To accelerate and refine decision-making in a fast-paced, global marketplace, enterprises may deploy generative artificial intelligence models to help summarize and interpret the charts that often fill market summaries and financial reports.
But even the latest vision-language models sometimes struggle with this task, since it requires a model to integrate visual, numerical, and linguistic understanding. A company that invests in a state-of-the-art model might still receive inaccurate or incomplete information.
To fill this performance gap, researchers from MIT and the MIT-IBM Computing Research Lab developed a multifaceted resource for AI users that is specifically designed to teach vision-language models (VLMs) how to effectively interpret charts.
They used a novel data generation method to build a state-of-the-art dataset that includes more than a million varied charts. The dataset also encodes many visual, linguistic, and numerical components of each chart image, which enable models to robustly reason about the information in a chart.
The researchers used this dataset, called ChartNet, to train a series of open-source VLMs. Many of these smaller models significantly outperformed orders of magnitude larger, commercial models on tasks like data extraction and chart summarization.
By enabling open-source models to outperform their commercial counterparts, ChartNet could allow small firms with limited budgets to more readily utilize AI. The open-source dataset can be used to improve the capabilities of AI models for tasks like business trend analysis and scientific figure interpretation.
“We developed ChartNet to be a one-stop shop for chart understanding, covering basically anything that an AI model and a practitioner who is training that model might need. We hope our work motivates researchers to achieve state-of-the-art performance with smaller models that don’t require infinite amounts of computation,” says Jovana Kondic, an MIT electrical engineering and computer science (EECS) graduate student and lead author of a paper on ChartNet.
She is joined on the paper by many co-authors from MIT, the MIT-IBM Computing Research Lab, and IBM Research, including Pengyuan Li, a research staff member at IBM Research; Dhiraj Joshi, a senior scientist at IBM Research; Isaac Sanchez, a software engineer at IBM Research; Aude Oliva, director of strategic industry engagement at the MIT Schwarzman College of Computing, MIT director of the MIT-IBM Computing Research Lab, and a senior research scientist in the Computer Science and Artificial Intelligence Laboratory (CSAIL); and Rogerio Feris, a principal scientist and manager at the MIT-IBM Computing Research Lab. The research will be presented at IEEE Computer Vision and Pattern Recognition Conference.
A dataset bottleneck
Researchers have made great strides developing generative AI models that excel at natural language processing and reasoning about natural images. But less work has focused on interpreting complex multimodal data contained within charts, Kondic says.

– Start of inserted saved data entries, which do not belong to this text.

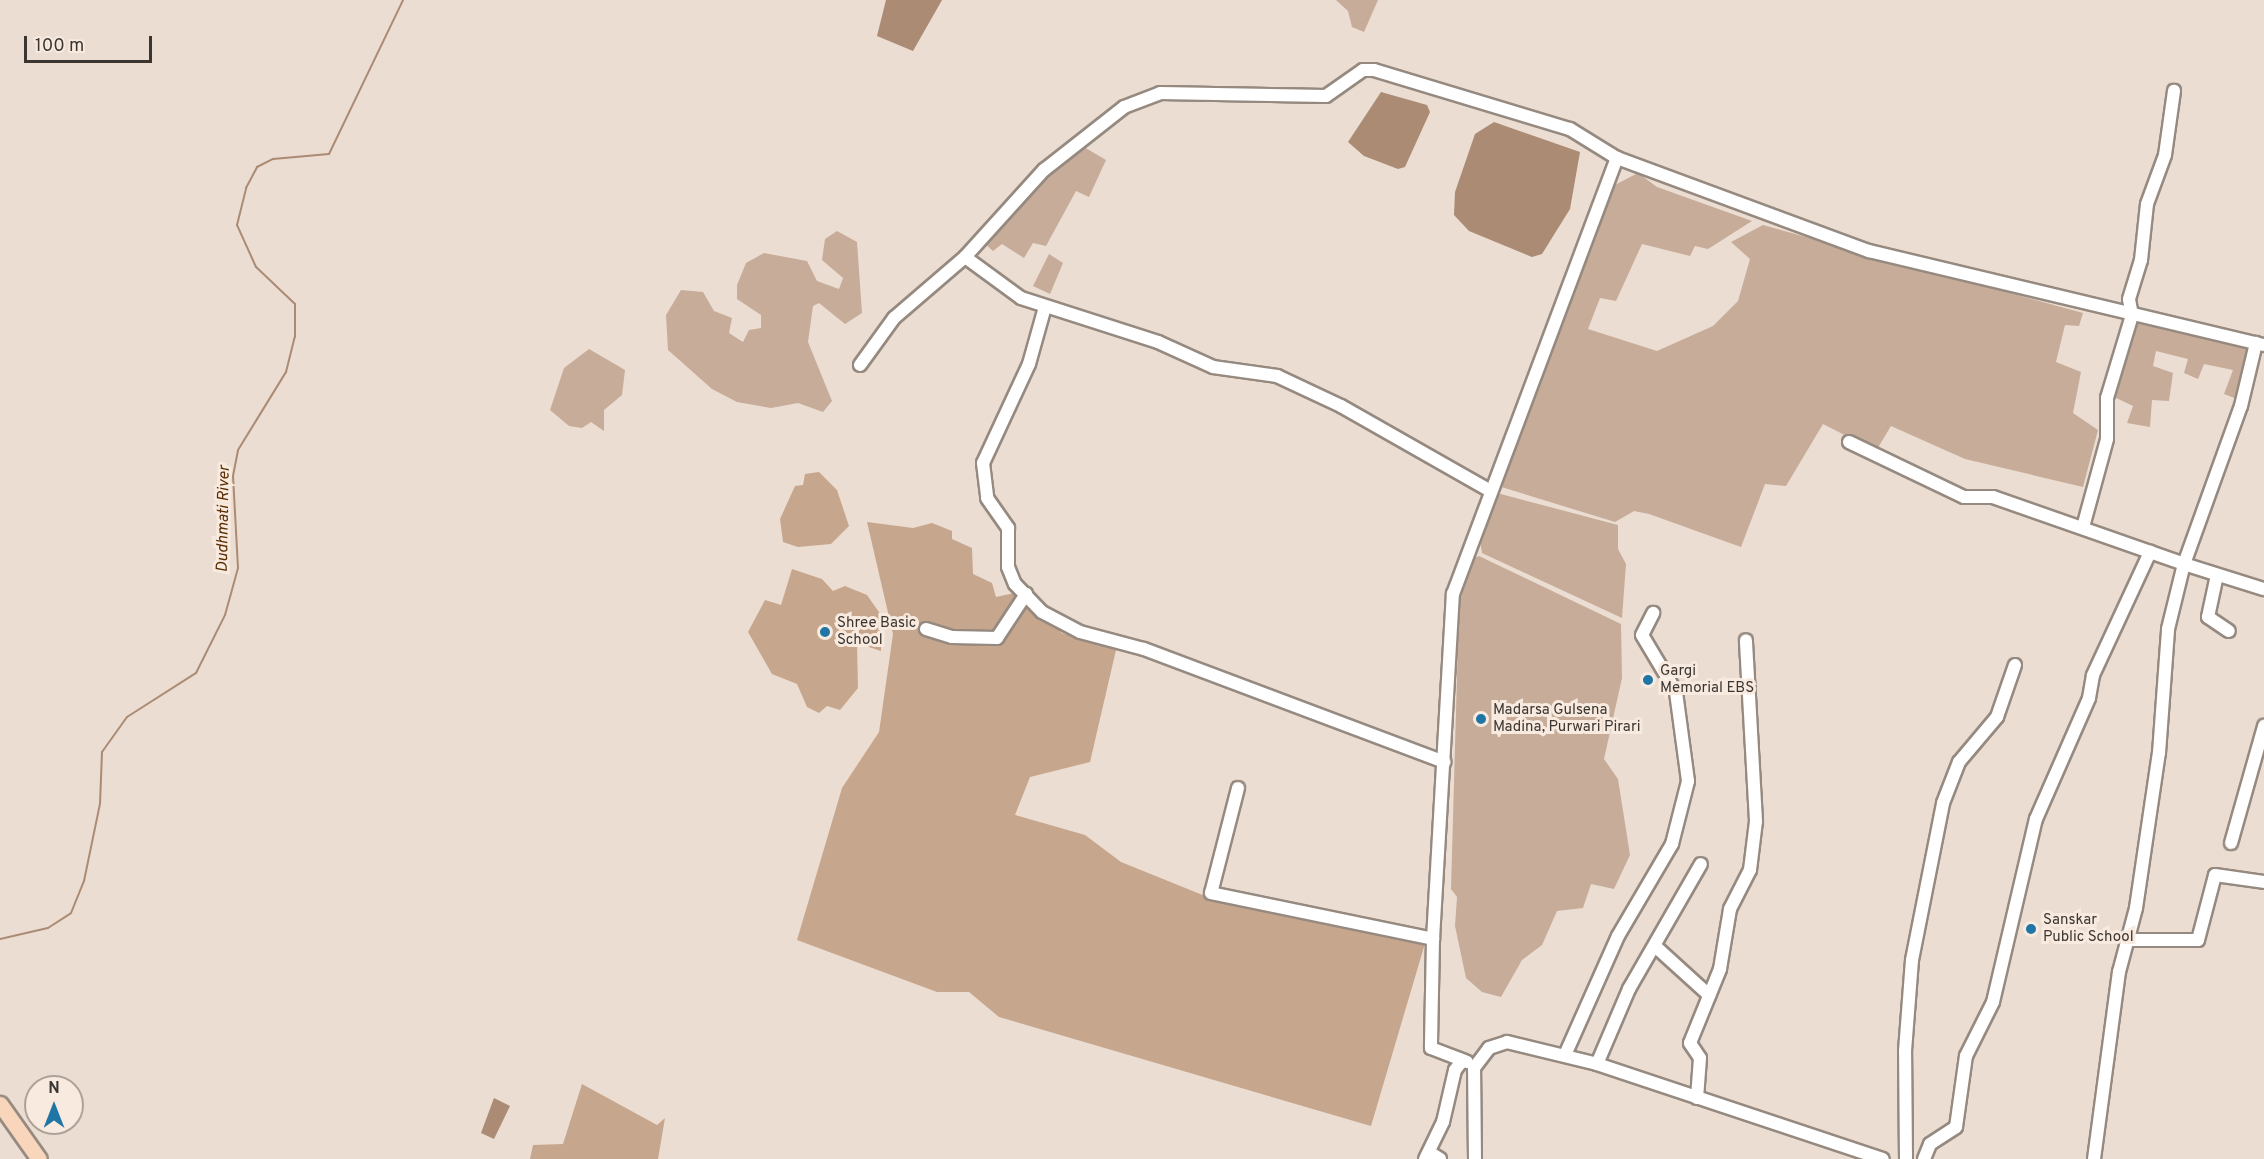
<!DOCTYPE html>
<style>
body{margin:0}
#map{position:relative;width:2264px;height:1159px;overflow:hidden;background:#ebddd2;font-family:Overpass,sans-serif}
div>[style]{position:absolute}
.green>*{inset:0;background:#c6ac99}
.forest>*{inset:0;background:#c6a68d}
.water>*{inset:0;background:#ab8b73}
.stream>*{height:2px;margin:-1px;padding:0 1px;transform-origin:1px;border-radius:1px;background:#ab8b73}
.roads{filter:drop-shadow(2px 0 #968a80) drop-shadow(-2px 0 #968a80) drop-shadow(0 2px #968a80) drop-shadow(0 -2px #968a80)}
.minor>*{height:12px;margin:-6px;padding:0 6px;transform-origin:6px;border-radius:6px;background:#fff}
.major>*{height:15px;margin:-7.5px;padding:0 7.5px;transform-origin:7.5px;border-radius:7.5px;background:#f8d5bb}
.dots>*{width:16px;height:16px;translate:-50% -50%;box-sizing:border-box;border:3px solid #f8eadf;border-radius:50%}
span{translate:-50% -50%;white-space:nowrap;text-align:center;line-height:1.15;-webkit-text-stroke:6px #f8eadf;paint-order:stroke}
.poi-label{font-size:15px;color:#3b3632}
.left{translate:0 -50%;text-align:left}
.water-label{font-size:16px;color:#592e02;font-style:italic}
.north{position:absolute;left:24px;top:1075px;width:60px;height:60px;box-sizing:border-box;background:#f8eadf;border:2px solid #aca29a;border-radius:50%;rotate:0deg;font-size:16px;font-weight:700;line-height:24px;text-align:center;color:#3b3632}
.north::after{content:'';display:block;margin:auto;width:21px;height:27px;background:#1f75a5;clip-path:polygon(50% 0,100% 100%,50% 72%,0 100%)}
.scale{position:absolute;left:24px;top:36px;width:128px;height:27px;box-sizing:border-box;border:3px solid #3b3632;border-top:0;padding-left:8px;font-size:18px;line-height:21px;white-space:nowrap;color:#3b3632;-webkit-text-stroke:4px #f8eadf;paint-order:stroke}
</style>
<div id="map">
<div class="green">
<div style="clip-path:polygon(1336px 0,1378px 0,1364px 32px,1352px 27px,1348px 11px)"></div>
<div style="clip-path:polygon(1084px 147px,1106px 160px,1089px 197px,1076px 191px,1046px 246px,1033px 243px,1024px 258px,1002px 244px,993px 251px,982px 241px,1041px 178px)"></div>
<div style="clip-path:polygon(1638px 173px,1657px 187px,1752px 221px,1708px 249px,1695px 246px,1690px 256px,1642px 244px,1616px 301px,1600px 298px,1588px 329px,1657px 351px,1713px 326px,1738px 301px,1750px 259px,1731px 242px,1763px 225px,2083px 313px,2079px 326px,2065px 325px,2056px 362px,2081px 372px,2073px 413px,2098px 430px,2083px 487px,1965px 459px,1891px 426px,1876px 451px,1823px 424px,1786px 486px,1765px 484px,1741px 547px,1649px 514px,1634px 511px,1615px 522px,1498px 486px,1607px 189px)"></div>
<div style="clip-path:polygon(837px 231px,857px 242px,862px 313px,845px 324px,819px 303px,813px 306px,808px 342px,832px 401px,823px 412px,798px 403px,771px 408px,737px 402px,712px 389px,668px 350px,666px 315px,681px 290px,703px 292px,714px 311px,732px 318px,729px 333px,743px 342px,749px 330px,761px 328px,761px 315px,737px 299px,737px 285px,746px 263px,764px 253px,807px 261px,817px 281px,839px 289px,843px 278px,822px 260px,825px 239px)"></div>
<div style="clip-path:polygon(1049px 254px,1063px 263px,1050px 294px,1033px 286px)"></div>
<div style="clip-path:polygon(2136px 322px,2252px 346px,2237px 399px,2224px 394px,2233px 370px,2204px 364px,2198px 379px,2184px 373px,2188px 359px,2156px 351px,2153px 366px,2173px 373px,2169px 401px,2152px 400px,2150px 427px,2127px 423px,2133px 406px,2112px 396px)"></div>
<div style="clip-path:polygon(589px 349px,625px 370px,622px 395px,604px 410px,604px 431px,591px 422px,582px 428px,569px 426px,550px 410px,564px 368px)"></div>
<div style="clip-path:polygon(1497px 493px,1618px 525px,1618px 549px,1626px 564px,1622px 618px,1482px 553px,1479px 534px)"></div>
<div style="clip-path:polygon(1479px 556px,1621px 624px,1622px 678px,1604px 759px,1618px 779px,1630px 855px,1614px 889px,1591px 884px,1583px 908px,1557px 911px,1542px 945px,1522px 960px,1501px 997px,1482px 992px,1466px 978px,1455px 926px,1457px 897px,1451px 889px,1459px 605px,1471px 559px)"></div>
</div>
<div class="forest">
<div style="clip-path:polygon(819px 472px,837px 490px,849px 526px,831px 544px,798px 547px,783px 542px,780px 519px,795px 486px,803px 485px,805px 474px)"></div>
<div style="clip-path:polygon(867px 522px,913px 528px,932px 523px,952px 531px,952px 539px,972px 548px,973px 574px,992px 583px,996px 597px,1019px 592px,1062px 633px,1116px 650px,1090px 762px,1030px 777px,1015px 815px,1085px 835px,1121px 862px,1210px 898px,1426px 940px,1371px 1126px,999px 1017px,969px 992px,937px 992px,797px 940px,842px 788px,879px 732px,893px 634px)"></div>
<div style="clip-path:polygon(792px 569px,822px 579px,833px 591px,845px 586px,867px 595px,881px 615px,881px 651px,857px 643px,858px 688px,840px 710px,827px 706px,819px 713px,807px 707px,797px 684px,772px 674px,748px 632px,765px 600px,781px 605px)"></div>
<div style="clip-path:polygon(582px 1084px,657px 1125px,665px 1118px,658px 1159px,530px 1159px,533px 1145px,563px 1144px)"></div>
</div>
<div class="water">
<div style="clip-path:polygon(886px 0,942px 0,913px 51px,877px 36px)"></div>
<div style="clip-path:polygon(1381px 92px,1427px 105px,1430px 112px,1405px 167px,1398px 169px,1364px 156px,1348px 142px)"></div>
<div style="clip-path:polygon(1494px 122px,1580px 152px,1570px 209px,1542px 254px,1532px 257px,1469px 231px,1454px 215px,1455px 192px,1475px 134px)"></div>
<div style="clip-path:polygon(494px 1098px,510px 1106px,494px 1139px,481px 1133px)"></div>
</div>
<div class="stream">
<div style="left:0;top:939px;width:49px;rotate:-12.9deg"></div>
<div style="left:48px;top:928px;width:27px;rotate:-33deg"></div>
<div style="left:71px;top:913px;width:35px;rotate:-68deg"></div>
<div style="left:84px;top:881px;width:79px;rotate:-78.3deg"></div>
<div style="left:100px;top:804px;width:52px;rotate:-87.8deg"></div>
<div style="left:102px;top:752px;width:43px;rotate:-54.5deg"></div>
<div style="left:127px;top:717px;width:82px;rotate:-32.5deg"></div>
<div style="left:196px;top:673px;width:65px;rotate:-63.4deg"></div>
<div style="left:225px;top:615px;width:49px;rotate:-74.5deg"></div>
<div style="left:238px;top:568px;width:92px;rotate:-93.1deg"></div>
<div style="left:233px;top:476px;width:26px;rotate:-79deg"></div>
<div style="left:238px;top:450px;width:92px;rotate:-58.4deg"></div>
<div style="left:286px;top:372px;width:36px;rotate:-76deg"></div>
<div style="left:295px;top:337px;width:33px;rotate:-90deg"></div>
<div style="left:295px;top:304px;width:54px;rotate:-136.5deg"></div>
<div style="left:256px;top:267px;width:46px;rotate:-114.3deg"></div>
<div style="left:237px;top:225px;width:38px;rotate:-76deg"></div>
<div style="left:246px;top:188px;width:24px;rotate:-62deg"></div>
<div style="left:257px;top:167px;width:18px;rotate:-27deg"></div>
<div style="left:273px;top:159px;width:56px;rotate:-5.1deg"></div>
<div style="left:329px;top:154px;width:171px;rotate:-64.3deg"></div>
</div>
<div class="roads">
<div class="minor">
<div style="left:965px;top:257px;width:118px;rotate:-47.8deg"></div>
<div style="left:1044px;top:170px;width:102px;rotate:-38.2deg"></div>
<div style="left:1124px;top:107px;width:39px;rotate:-21deg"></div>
<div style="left:1160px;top:93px;width:166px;rotate:1deg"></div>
<div style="left:1326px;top:96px;width:45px;rotate:-35.1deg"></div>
<div style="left:1363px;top:70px;width:11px"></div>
<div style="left:1374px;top:70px;width:205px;rotate:16.8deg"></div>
<div style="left:1570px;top:129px;width:55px;rotate:31.7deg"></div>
<div style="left:1045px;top:307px;width:59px;rotate:105.7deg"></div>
<div style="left:1029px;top:364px;width:109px;rotate:114.9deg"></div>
<div style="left:983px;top:463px;width:35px;rotate:83deg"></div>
<div style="left:987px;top:498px;width:37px;rotate:55deg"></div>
<div style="left:1008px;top:528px;width:39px;rotate:90deg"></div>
<div style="left:1008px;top:567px;width:18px;rotate:68deg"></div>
<div style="left:1015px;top:584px;width:39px;rotate:46deg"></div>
<div style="left:1042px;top:612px;width:43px;rotate:27.8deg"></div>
<div style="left:1080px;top:632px;width:66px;rotate:14.9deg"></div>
<div style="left:1144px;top:649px;width:321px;rotate:20.6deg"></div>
<div style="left:860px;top:365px;width:58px;rotate:-54.1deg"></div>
<div style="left:894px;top:318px;width:94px;rotate:-40.7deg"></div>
<div style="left:965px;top:257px;width:69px;rotate:36.2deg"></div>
<div style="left:1021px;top:298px;width:144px;rotate:17.8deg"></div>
<div style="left:1158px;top:342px;width:60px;rotate:24.4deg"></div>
<div style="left:1213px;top:367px;width:65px;rotate:8deg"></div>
<div style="left:1277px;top:376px;width:71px;rotate:25.1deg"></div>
<div style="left:1341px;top:406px;width:170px;rotate:29.6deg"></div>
<div style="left:1849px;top:442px;width:127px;rotate:25.6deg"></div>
<div style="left:1964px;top:497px;width:29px"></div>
<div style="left:1993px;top:497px;width:202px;rotate:19.3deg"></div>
<div style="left:2184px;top:564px;width:168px;rotate:-70.2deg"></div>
<div style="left:2241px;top:406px;width:65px;rotate:-76.6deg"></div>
<div style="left:2083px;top:527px;width:91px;rotate:-74.7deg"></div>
<div style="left:2107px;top:439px;width:41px;rotate:-90deg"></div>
<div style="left:2107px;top:398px;width:87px;rotate:-73.2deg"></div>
<div style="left:2132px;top:315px;width:16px;rotate:-101deg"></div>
<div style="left:2129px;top:299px;width:41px;rotate:-72.9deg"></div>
<div style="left:2141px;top:260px;width:56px;rotate:-83.9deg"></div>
<div style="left:2147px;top:204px;width:52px;rotate:-69.8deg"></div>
<div style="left:2165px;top:155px;width:65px;rotate:-82deg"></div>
<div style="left:2217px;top:575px;width:43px;rotate:102.1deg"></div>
<div style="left:2208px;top:617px;width:25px;rotate:34deg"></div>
<div style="left:926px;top:629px;width:27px;rotate:17deg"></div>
<div style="left:952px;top:637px;width:45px;rotate:1.3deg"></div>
<div style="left:997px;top:638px;width:53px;rotate:-56.6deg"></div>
<div style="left:1238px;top:788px;width:108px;rotate:104.4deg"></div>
<div style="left:1211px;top:893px;width:227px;rotate:11.7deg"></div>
<div style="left:1433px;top:939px;width:109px;rotate:91.1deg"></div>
<div style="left:1431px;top:1048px;width:36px;rotate:21deg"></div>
<div style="left:2231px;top:843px;width:122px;rotate:-74.2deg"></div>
<div style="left:1433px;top:939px;width:346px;rotate:-86.7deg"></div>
<div style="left:1453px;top:594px;width:466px;rotate:-69.4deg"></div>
<div style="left:1617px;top:158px;width:269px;rotate:20.3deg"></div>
<div style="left:1869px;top:251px;width:406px;rotate:13.4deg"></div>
<div style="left:2128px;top:940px;width:70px"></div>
<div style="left:2198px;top:940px;width:67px;rotate:-75.3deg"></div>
<div style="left:2215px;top:875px;width:49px;rotate:8.1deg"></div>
<div style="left:1656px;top:947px;width:72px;rotate:42.2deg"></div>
<div style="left:1565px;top:1055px;width:130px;rotate:-66deg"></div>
<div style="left:1618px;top:936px;width:107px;rotate:-59.6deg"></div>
<div style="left:1672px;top:844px;width:65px;rotate:-75.7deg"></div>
<div style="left:1688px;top:781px;width:90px;rotate:-97.7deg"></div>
<div style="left:1676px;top:692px;width:66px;rotate:-120.8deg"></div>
<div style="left:1642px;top:635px;width:25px;rotate:-63deg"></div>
<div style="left:1597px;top:1064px;width:82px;rotate:-66.9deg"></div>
<div style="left:1629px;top:989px;width:144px;rotate:-60.1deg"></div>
<div style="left:1697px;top:1098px;width:40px;rotate:-85.7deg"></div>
<div style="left:1700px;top:1058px;width:18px;rotate:-124deg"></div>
<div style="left:1690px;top:1043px;width:80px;rotate:-67.9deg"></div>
<div style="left:1720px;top:969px;width:61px;rotate:-80.5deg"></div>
<div style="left:1730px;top:909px;width:44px;rotate:-62.9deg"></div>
<div style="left:1750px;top:870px;width:49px;rotate:-83deg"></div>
<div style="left:1756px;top:821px;width:181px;rotate:-93.2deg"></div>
<div style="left:1429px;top:1152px;width:13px;rotate:32deg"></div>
<div style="left:1425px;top:1159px;width:41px;rotate:-64.1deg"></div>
<div style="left:1443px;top:1122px;width:53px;rotate:-77deg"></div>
<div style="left:1455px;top:1070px;width:11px;rotate:-52deg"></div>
<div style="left:1462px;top:1061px;width:5px;rotate:11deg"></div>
<div style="left:1475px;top:1159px;width:91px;rotate:-90.6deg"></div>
<div style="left:1474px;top:1068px;width:25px;rotate:-53deg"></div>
<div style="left:1489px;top:1048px;width:19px;rotate:-18deg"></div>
<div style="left:1507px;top:1042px;width:93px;rotate:13.7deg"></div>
<div style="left:1597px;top:1064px;width:301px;rotate:18.4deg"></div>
<div style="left:1906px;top:1159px;width:108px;rotate:-90.5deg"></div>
<div style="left:1905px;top:1051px;width:91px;rotate:-85.6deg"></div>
<div style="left:1912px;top:960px;width:160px;rotate:-78.8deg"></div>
<div style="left:1943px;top:803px;width:44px;rotate:-68.7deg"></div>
<div style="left:1959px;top:762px;width:59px;rotate:-49.8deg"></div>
<div style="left:1997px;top:717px;width:55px;rotate:-70.9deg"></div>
<div style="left:1924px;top:1159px;width:16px;rotate:-68deg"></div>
<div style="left:1930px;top:1144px;width:31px;rotate:-33deg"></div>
<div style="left:1956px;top:1127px;width:72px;rotate:-82deg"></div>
<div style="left:1966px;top:1056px;width:60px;rotate:-63.4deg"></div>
<div style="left:1993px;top:1002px;width:188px;rotate:-76.8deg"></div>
<div style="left:2036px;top:819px;width:132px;rotate:-66.3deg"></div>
<div style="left:2089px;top:698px;width:23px;rotate:-80deg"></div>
<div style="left:2093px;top:675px;width:136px;rotate:-65.1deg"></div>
<div style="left:2094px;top:1159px;width:189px;rotate:-82.4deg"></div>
<div style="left:2119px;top:972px;width:66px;rotate:-75.1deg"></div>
<div style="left:2136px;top:908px;width:157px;rotate:-81.6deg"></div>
<div style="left:2159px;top:753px;width:124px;rotate:-85.8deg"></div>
<div style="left:2168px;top:629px;width:67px;rotate:-76.2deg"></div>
<div style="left:2184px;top:564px;width:84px;rotate:17.4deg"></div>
</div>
<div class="major">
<div style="left:0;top:1104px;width:67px;rotate:54.7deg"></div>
</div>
</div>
<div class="dots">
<div style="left:825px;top:632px;background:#1f75a5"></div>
<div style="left:1648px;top:680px;background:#1f75a5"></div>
<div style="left:1481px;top:719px;background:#1f75a5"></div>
<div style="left:2031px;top:929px;background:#1f75a5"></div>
</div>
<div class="poi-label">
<span class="left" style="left:837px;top:632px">Shree Basic<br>School</span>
<span class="left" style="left:1660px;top:680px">Gargi<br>Memorial EBS</span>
<span class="left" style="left:1493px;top:719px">Madarsa Gulsena<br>Madina, Purwari Pirari</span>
<span class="left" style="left:2043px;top:929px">Sanskar<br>Public School</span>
</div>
<div class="water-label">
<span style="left:224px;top:519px;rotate:-89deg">Dudhmati River</span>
</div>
<div class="north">N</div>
<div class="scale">100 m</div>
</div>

Yet for large and small businesses in nearly every industry, chart understanding is a critical task.
“The finance industry thrives on charts. If vision-language models can extract information out of charts, like descriptions of trends, that facilitates a lot of workflows that happen downstream,” Joshi says.
The lack of high-quality training data is a major bottleneck holding back the development of VLMs that can accurately interpret charts. Many datasets contain limited chart images pulled from the internet and often lack the necessary scale and additional information to help a model interpret the underlying data.
“A vision-language model, unlike our brains, may need to see thousands of examples during training to reliably recognize something as a line chart,” Kondic says.
The researchers sought to overcome those shortcomings by generating synthetic data. Synthetic data are artificially generated by algorithms to mimic the statistical properties of actual data.
The ChartNet dataset holds more a million high-quality chart images, along with the corresponding code used to generate each chart, a textual description, and a table that contains its numerical information. In addition, each datapoint includes question-and-answer pairs to teach the model how to correctly answer questions about the chart image.
“These additional modes of data guide the model to connect and align the different pieces of information that the chart image encodes,” Kondic says.
Data generation
To build ChartNet, the researchers created a two-step, synthetic data generation pipeline.
First, their automated system translates any pre-existing set of chart images into code. Then the system iteratively augments that code to change different aspects of each chart, such as chart type, data values, topic, colors, etc.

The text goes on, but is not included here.